Embora haja registros de cantos de trabalho de forma escrita, gravada e audiovisual, o pesquisador conta que há ainda muito a ser feito. “Durante a gravação do documentário [realizada entre o final do ano passado e início deste], surgiram vários novos cantos que, infelizmente, por conta de contratos, os registros ficaram em posse de produtoras e não acredito que teremos acesso a eles, até mesmo porque quem os detém não possui a menor ideia do que se trata”.

Santana afirma que a política contra o apagamento teve um ensaio importante nos primeiros anos do governo do ex-presidente Lula, mas “depois foi entrando num crepúsculo que levou a este momento de tragédia e orgulho da ignorância pelo qual estamos passando”. Para ele, a disponibilização dos conteúdos em plataformas públicas com acesso gratuito e universal é fundamental para a preservação.

“Os maiores aliados para a manutenção dos cantos, mais do que isso, destas culturas, são as escolas destas comunidades. Utilizar estes registros e trazer os mestres para palestras e oficinas nas salas de aula é fundamental para a autoestima e a continuidade”, avalia.

Cantiga de roda na Comunidade de Licuri, em Ichú, na Bahia

O grupo da Quixabeira de Lagoa da Camisa, em Feira de Santana, com cerca de dez integrantes, que já fez apresentações no Rio de Janeiro, em São Paulo, Belo Horizonte, Brasília e tem agenda fixa na Bahia, possui grande dificuldade para a sua renovação.

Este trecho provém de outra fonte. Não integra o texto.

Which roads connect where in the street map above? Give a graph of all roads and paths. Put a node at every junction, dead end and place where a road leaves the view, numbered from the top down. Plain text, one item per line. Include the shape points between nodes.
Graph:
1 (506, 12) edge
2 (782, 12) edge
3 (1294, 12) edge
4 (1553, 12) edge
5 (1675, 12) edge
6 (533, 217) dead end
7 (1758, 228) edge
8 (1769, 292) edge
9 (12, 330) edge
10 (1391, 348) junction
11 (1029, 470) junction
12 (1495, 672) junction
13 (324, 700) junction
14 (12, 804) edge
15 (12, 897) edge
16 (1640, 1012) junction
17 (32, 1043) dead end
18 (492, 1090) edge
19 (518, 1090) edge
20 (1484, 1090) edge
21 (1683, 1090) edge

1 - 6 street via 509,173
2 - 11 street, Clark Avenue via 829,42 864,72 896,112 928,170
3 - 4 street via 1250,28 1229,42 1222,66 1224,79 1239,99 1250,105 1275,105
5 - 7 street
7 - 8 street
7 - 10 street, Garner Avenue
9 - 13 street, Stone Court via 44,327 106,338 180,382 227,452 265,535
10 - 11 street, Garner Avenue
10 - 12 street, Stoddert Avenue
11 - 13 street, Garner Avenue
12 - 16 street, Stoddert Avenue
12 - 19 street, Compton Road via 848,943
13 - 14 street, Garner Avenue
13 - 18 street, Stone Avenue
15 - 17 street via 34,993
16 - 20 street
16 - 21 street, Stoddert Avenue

“A proximidade com Feira de Santana é um dos motivos, pois os mais jovens estão em contato com uma grande cidade e olham pra sua cultura como símbolo de atraso, não se reconhecem na sua cultura ancestral e, por outro lado, são rechaçados nos centros urbanos trabalhando em subempregos”, diz. “Outro ponto é a disseminação de igrejas evangélicas [avessas à prática]”.

Já o Pavão Dourado, de Boa Vista 2, em Serrinha, na sua terceira geração, é um dos pilares da manutenção da cultura local. Trata-se de um grupo de cantigas de roda formado por nove mulheres e um homem e tem presença marcante na comunidade.

Em Licuri, no município de Ichú, existe uma tradição também forte de cantigas de roda e a escola é um espaço disseminador da cultura. São exemplos vivos de um Brasil que resiste ao desmonte cultural e da memória.